Stranger Strings

Tokenizing and counting Stranger Things dialogue using Julia

Julia
Text Analysis
TidyTuesday
Published

October 26, 2022

In my quest to continue learning how to do things in Julia, I wanted to play around with last week’s #TidyTuesday dataset, which was the dialogue from every episode of Stranger Things. In data-analysis-dabbling in Julia so far, I’ve more or less avoided strings. This has mostly been because I’ve been focusing on numerical topics (like maximum likelihood estimation), but also because working with strings can be a pain. That said, it felt like time to explore strings in Julia, and this dataset provided a good opportunity to practice.

The goal of this analysis is going to be do something fairly straightforward – I’m going to count the most-frequently used words in the series. But this will require learning some fundamental tools like tokenizing, pivoting/reshaping data, and cleaning text data, among others.
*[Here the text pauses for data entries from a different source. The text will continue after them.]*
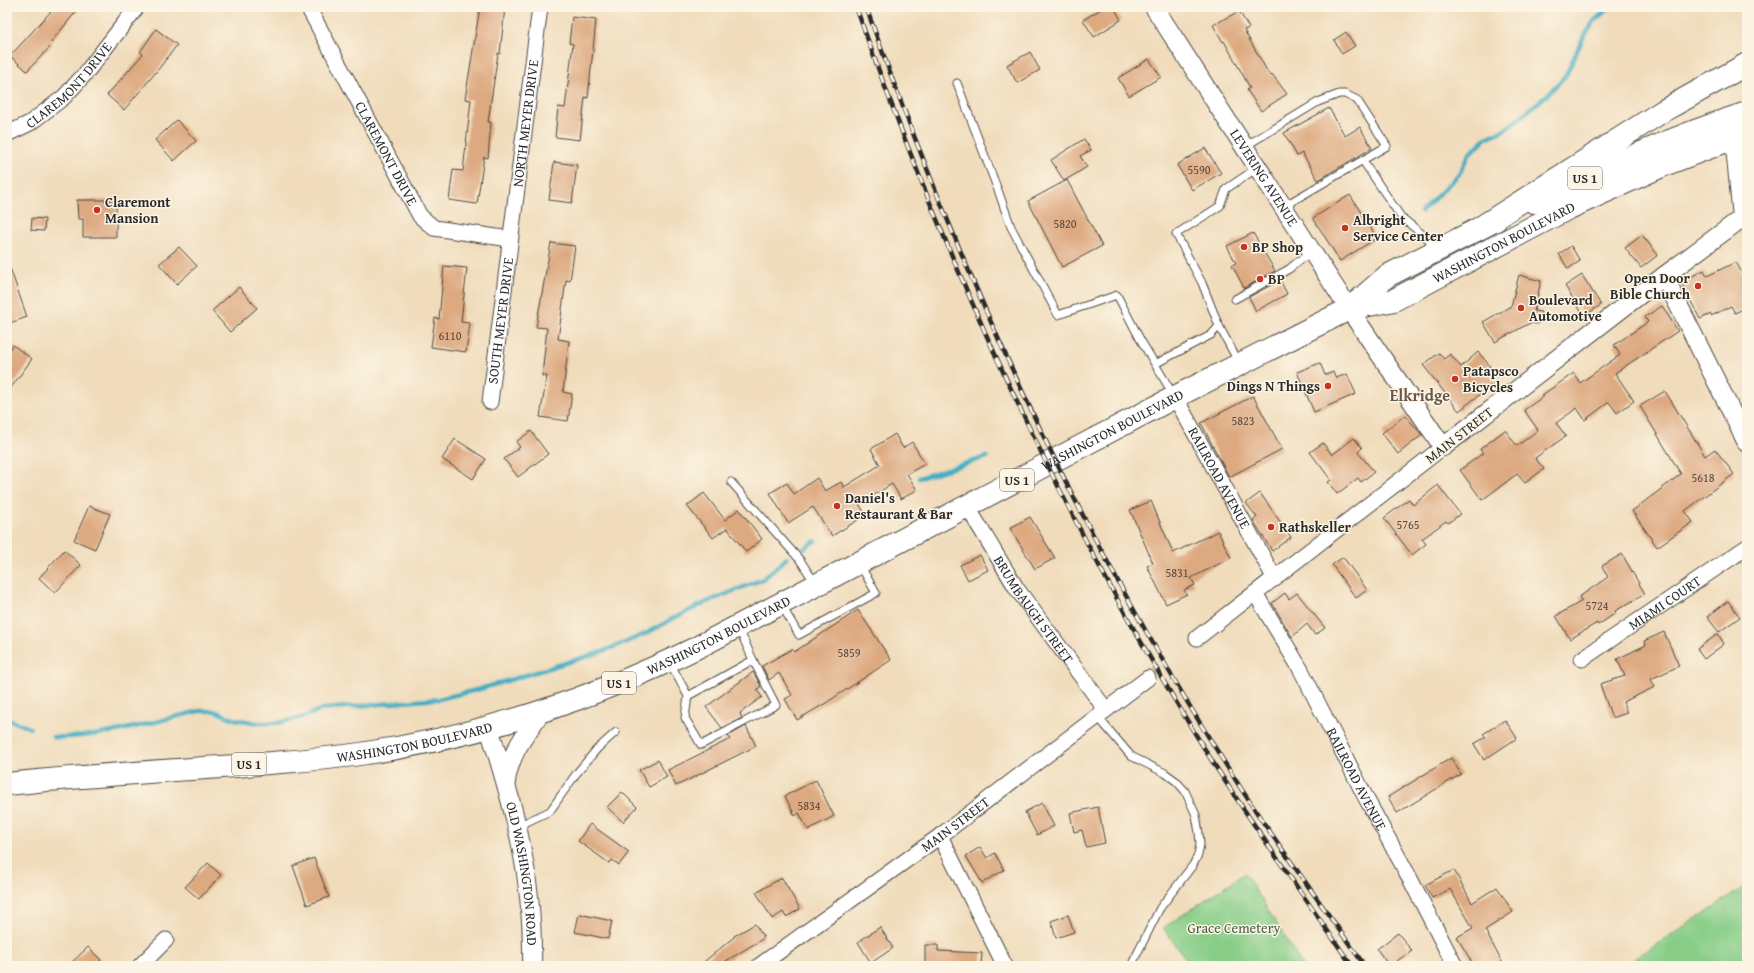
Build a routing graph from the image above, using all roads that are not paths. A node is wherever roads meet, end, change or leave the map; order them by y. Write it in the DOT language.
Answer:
graph roads {
  1 [pos="137,7"];
  2 [pos="308,7"];
  3 [pos="540,7"];
  4 [pos="1154,7"];
  5 [pos="1747,64"];
  6 [pos="957,84"];
  7 [pos="1747,113"];
  8 [pos="7,134"];
  9 [pos="1743,135"];
  10 [pos="1244,147"];
  11 [pos="1363,161"];
  12 [pos="1257,168"];
  13 [pos="1282,207"];
  14 [pos="1744,218"];
  15 [pos="1478,229"];
  16 [pos="510,239"];
  17 [pos="1439,249"];
  18 [pos="1311,251"];
  19 [pos="1664,276"];
  20 [pos="1235,299"];
  21 [pos="1349,309"];
  22 [pos="1219,326"];
  23 [pos="1155,364"];
  24 [pos="1240,364"];
  25 [pos="1175,397"];
  26 [pos="490,402"];
  27 [pos="1746,439"];
  28 [pos="1443,447"];
  29 [pos="731,482"];
  30 [pos="967,506"];
  31 [pos="1747,547"];
  32 [pos="859,563"];
  33 [pos="1275,579"];
  34 [pos="817,585"];
  35 [pos="1255,593"];
  36 [pos="781,604"];
  37 [pos="738,626"];
  38 [pos="1197,638"];
  39 [pos="1582,659"];
  40 [pos="753,660"];
  41 [pos="669,661"];
  42 [pos="1148,678"];
  43 [pos="688,696"];
  44 [pos="540,712"];
  45 [pos="1102,713"];
  46 [pos="489,728"];
  47 [pos="616,732"];
  48 [pos="506,782"];
  49 [pos="7,784"];
  50 [pos="518,826"];
  51 [pos="940,836"];
  52 [pos="166,940"];
  53 [pos="140,966"];
  54 [pos="532,966"];
  55 [pos="759,966"];
  56 [pos="1005,966"];
  57 [pos="1131,966"];
  58 [pos="1455,966"];
  1 -- 8 [label="street, CLAREMONT DRIVE"];
  2 -- 16 [label="street, CLAREMONT DRIVE"];
  3 -- 16 [label="street, NORTH MEYER DRIVE"];
  4 -- 10 [label="street, LEVERING AVENUE"];
  5 -- 15 [label="main road"];
  6 -- 23 [label="lane"];
  7 -- 15 [label="main road, WASHINGTON BOULEVARD / US 1"];
  9 -- 14 [label="street, MAIN STREET"];
  9 -- 21 [label="main road, WASHINGTON BOULEVARD / US 1"];
  10 -- 11 [label="lane"];
  10 -- 12 [label="street, LEVERING AVENUE"];
  11 -- 13 [label="lane"];
  11 -- 17 [label="lane"];
  12 -- 13 [label="street, LEVERING AVENUE"];
  12 -- 22 [label="lane"];
  13 -- 18 [label="street, LEVERING AVENUE"];
  14 -- 19 [label="street, MAIN STREET"];
  15 -- 17 [label="main road, WASHINGTON BOULEVARD / US 1"];
  16 -- 26 [label="street, SOUTH MEYER DRIVE"];
  17 -- 21 [label="main road, WASHINGTON BOULEVARD / US 1"];
  18 -- 20 [label="lane"];
  18 -- 21 [label="street, LEVERING AVENUE"];
  19 -- 27 [label="street"];
  19 -- 28 [label="street, MAIN STREET"];
  21 -- 24 [label="main road, WASHINGTON BOULEVARD / US 1"];
  21 -- 28 [label="street, LEVERING AVENUE"];
  22 -- 23 [label="lane"];
  22 -- 24 [label="lane"];
  23 -- 25 [label="lane"];
  24 -- 25 [label="main road, WASHINGTON BOULEVARD / US 1"];
  25 -- 30 [label="main road, WASHINGTON BOULEVARD / US 1"];
  25 -- 33 [label="street, RAILROAD AVENUE"];
  28 -- 33 [label="street, MAIN STREET"];
  29 -- 34 [label="lane"];
  30 -- 32 [label="main road, WASHINGTON BOULEVARD / US 1"];
  30 -- 45 [label="street, BRUMBAUGH STREET"];
  31 -- 39 [label="street, MIAMI COURT"];
  32 -- 34 [label="main road, WASHINGTON BOULEVARD / US 1"];
  32 -- 36 [label="lane"];
  33 -- 35 [label="street, MAIN STREET"];
  34 -- 36 [label="main road, WASHINGTON BOULEVARD / US 1"];
  35 -- 38 [label="street, MAIN STREET"];
  35 -- 58 [label="street, RAILROAD AVENUE"];
  36 -- 37 [label="main road, WASHINGTON BOULEVARD / US 1"];
  37 -- 40 [label="lane"];
  37 -- 41 [label="main road, WASHINGTON BOULEVARD / US 1"];
  40 -- 43 [label="lane"];
  40 -- 43 [label="lane"];
  41 -- 43 [label="lane"];
  41 -- 44 [label="main road, WASHINGTON BOULEVARD / US 1"];
  42 -- 45 [label="street, MAIN STREET"];
  44 -- 46 [label="main road, WASHINGTON BOULEVARD / US 1"];
  44 -- 48 [label="street, OLD WASHINGTON ROAD"];
  45 -- 51 [label="street, MAIN STREET"];
  45 -- 57 [label="lane"];
  46 -- 48 [label="street, OLD WASHINGTON ROAD"];
  46 -- 49 [label="main road, WASHINGTON BOULEVARD / US 1"];
  47 -- 50 [label="lane"];
  48 -- 50 [label="street, OLD WASHINGTON ROAD"];
  50 -- 54 [label="street, OLD WASHINGTON ROAD"];
  51 -- 55 [label="street, MAIN STREET"];
  51 -- 56 [label="street"];
  52 -- 53 [label="street"];
}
As always, the point of this is to work through my own learning process. I’m certainly not claiming to be an expert, and if you are an expert and can recommend better approaches, I’d love to hear them!

So let’s get to it.

Setup and Examine Data

First, let’s load the packages we’ll use and read the data in:

using CSV #for reading CSVs
using DataFrames #dataframe utilities
using Chain #chain macro, similar to R's pipe
using Languages #for stopwords
using CairoMakie #plotting
using Statistics #for median

st_things_dialogue = CSV.read(download("https://raw.githubusercontent.com/rfordatascience/tidytuesday/master/data/2022/2022-10-18/stranger_things_all_dialogue.csv"), DataFrame);

And then we can look at the size of the dataframe:

size(st_things_dialogue)
(32519, 8)

As well as see the first few rows:

first(st_things_dialogue, 3)

3 rows × 8 columns (omitted printing of 1 columns)
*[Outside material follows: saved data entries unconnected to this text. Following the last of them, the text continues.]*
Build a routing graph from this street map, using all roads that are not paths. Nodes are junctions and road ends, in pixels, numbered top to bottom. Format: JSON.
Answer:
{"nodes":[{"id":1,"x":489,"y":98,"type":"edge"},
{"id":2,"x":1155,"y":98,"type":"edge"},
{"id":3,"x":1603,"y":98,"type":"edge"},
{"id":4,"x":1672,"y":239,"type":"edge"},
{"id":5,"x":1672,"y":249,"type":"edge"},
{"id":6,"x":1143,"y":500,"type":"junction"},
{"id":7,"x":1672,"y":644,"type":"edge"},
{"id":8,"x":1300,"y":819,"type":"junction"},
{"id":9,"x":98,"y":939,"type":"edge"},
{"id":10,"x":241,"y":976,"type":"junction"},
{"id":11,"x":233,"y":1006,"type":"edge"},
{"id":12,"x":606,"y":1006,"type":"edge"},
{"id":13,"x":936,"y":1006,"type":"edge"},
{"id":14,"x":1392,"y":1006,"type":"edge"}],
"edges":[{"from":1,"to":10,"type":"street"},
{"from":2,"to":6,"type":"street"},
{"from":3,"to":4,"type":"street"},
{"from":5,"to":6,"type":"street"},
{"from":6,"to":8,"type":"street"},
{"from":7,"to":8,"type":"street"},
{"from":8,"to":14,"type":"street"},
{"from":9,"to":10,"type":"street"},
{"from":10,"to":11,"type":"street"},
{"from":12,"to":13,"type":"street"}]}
season episode line raw_text stage_direction dialogue start_time
Int64 Int64 Int64 String String? String? Time
1 1 1 1 [crickets chirping] [crickets chirping] missing 00:00:07
2 1 1 2 [alarm blaring] [alarm blaring] missing 00:00:49
3 1 1 3 [panting] [panting] missing 00:00:52

So we can see that dialogue might be missing if the line is just stage directions. For our purposes here, let’s just use the lines with dialogue. To do this, we can use the dropmissing() function and then pass in the Dataframe and the column we want to only keep complete cases of, which is :dialogue in this case. Note that Julia uses : to denote symbols.
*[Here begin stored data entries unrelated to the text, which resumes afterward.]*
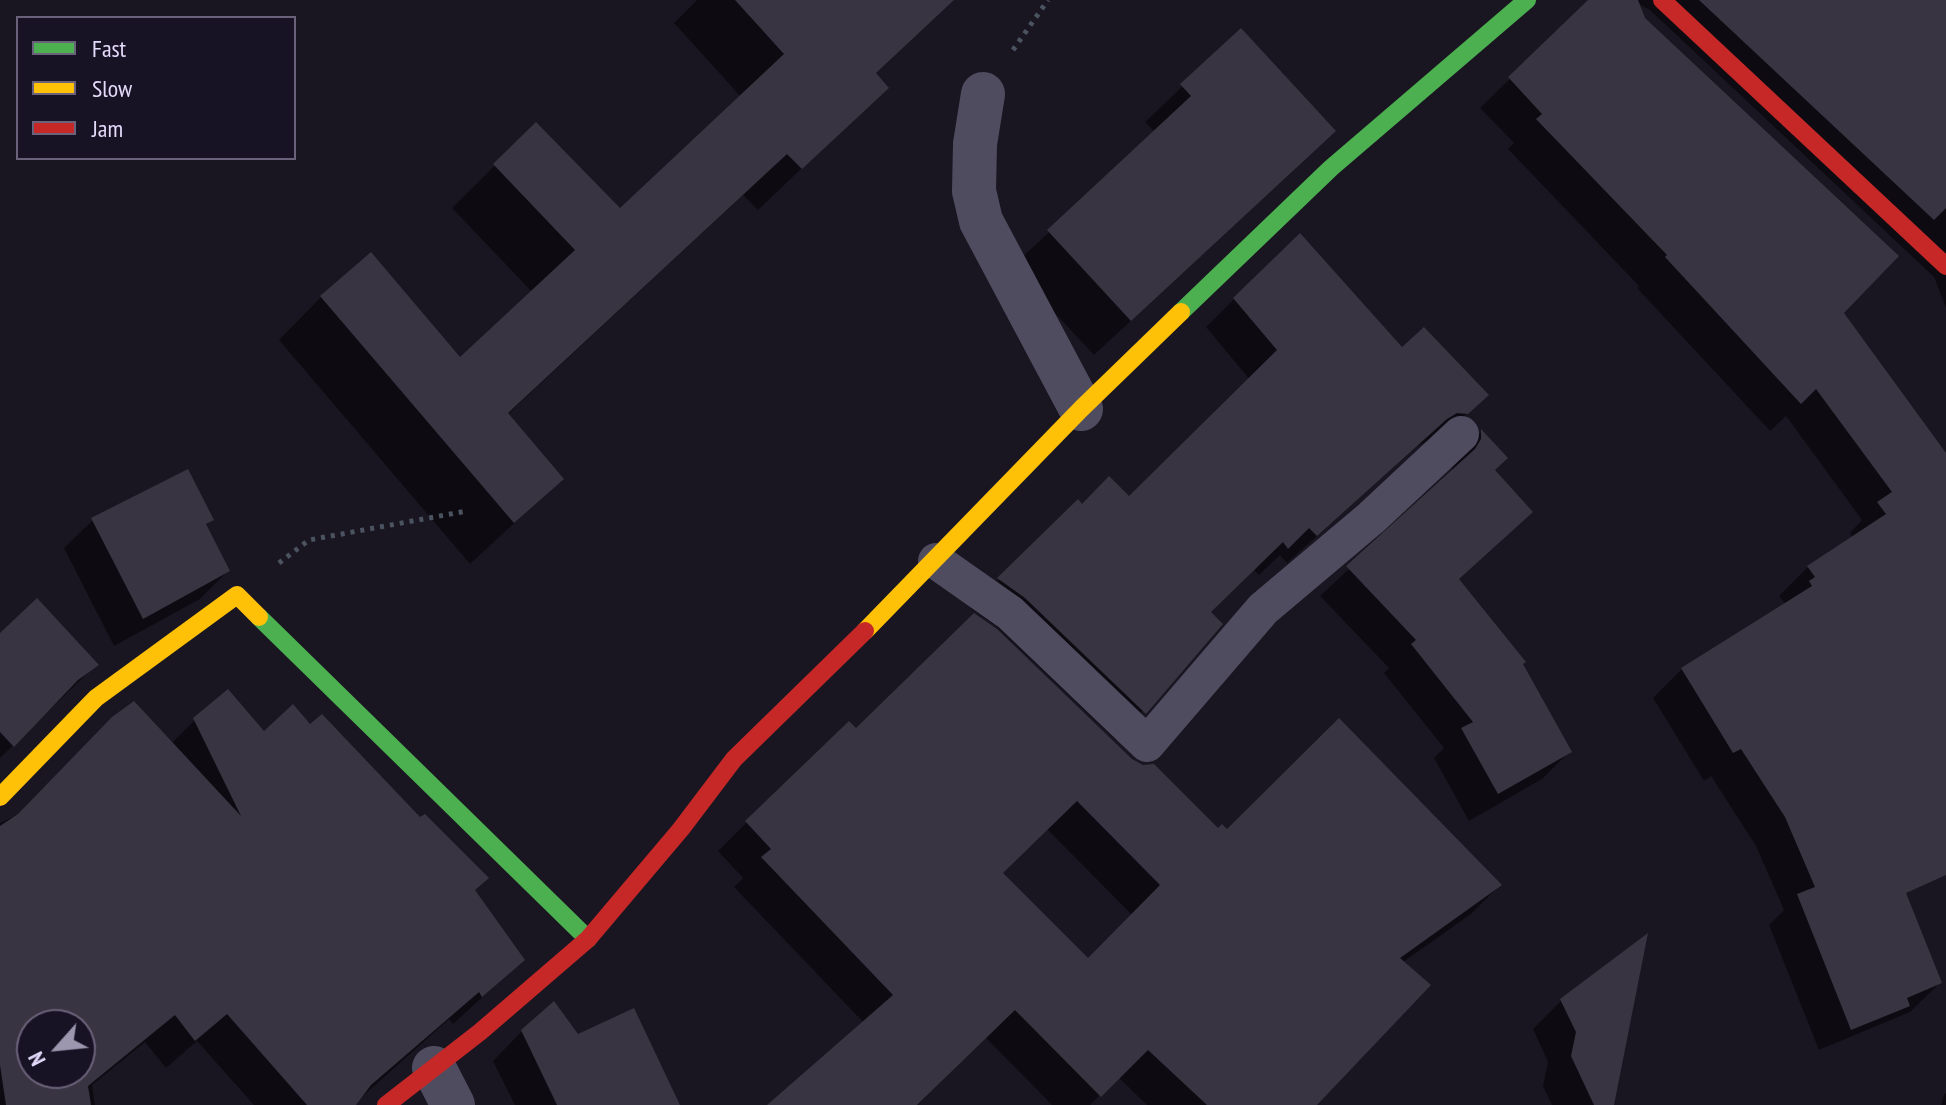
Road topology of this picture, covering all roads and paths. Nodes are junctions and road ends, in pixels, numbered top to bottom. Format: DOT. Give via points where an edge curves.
graph roads {
  1 [pos="1527,0"];
  2 [pos="1662,0"];
  3 [pos="983,94"];
  4 [pos="1946,266"];
  5 [pos="1081,409"];
  6 [pos="1461,434"];
  7 [pos="467,511"];
  8 [pos="936,561"];
  9 [pos="237,595"];
  10 [pos="0,797"];
  11 [pos="588,939"];
  12 [pos="444,1087"];
  13 [pos="386,1105"];
  1 -- 5 [label="street" via="1331,168"];
  2 -- 4 [label="street"];
  3 -- 5 [label="street" via="974,191 981,221"];
  5 -- 8 [label="street"];
  6 -- 8 [label="lane" via="1263,609 1147,744 1010,613"];
  7 -- 9 [label="path" via="309,540"];
  8 -- 11 [label="street" via="734,759"];
  9 -- 10 [label="street" via="96,698"];
  9 -- 11 [label="street"];
  11 -- 12 [label="street"];
  12 -- 13 [label="street"];
}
dialogue_complete = dropmissing(st_things_dialogue, :dialogue)

26,435 rows × 8 columns (omitted printing of 4 columns)

season episode line raw_text
Int64 Int64 Int64 String
1 1 1 9 [Mike] Something is coming. Something hungry for blood.
2 1 1 10 A shadow grows on the wall behind you, swallowing you in darkness.
3 1 1 11 -It is almost here. -What is it?
4 1 1 12 What if it's the Demogorgon?
5 1 1 13 Oh, Jesus, we're so screwed if it's the Demogorgon.
6 1 1 14 It's not the Demogorgon.
7 1 1 15 An army of troglodytes charge into the chamber!
8 1 1 16 -Troglodytes? -Told ya. [chuckling]
9 1 1 17 -[snorts] -[all chuckling]
10 1 1 18 [softly] Wait a minute.
11 1 1 19 Did you hear that?
12 1 1 20 That... that sound?
13 1 1 21 Boom... boom...
14 1 1 22 -[yells] Boom! -[slams table]
15 1 1 23 That didn't come from the troglodytes. No, that...
16 1 1 24 That came from something else.
17 1 1 25 -The Demogorgon! -[all groaning]
18 1 1 26 -We're in deep shit. -Will, your action!
19 1 1 27 -I don't know! -Fireball him!
20 1 1 28 I'd have to roll a 13 or higher!
21 1 1 29 Too risky. Cast a protection spell.
22 1 1 30 -Don't be a pussy. Fireball him! -Cast Protection.
23 1 1 31 The Demogorgon is tired of your silly human bickering!
24 1 1 32 It stomps towards you.
25 1 1 33 -Boom! -Fireball him!
26 1 1 34 -Another stomp, boom! -Cast Protection.
27 1 1 35 -He roars in anger! -[all clamoring]
28 1 1 36 -Fireball! -[die clattering]
29 1 1 37 -Oh, shit! -[Lucas] Where'd it go?
30 1 1 38 [Lucas] Where is it? [Will] I don't know!

Reshape Data

Cool, so this will get us just rows that actually have dialogue. But what we can see is that each row is a line of dialogue, whereas we actually want to tokenize this so that each row is a word.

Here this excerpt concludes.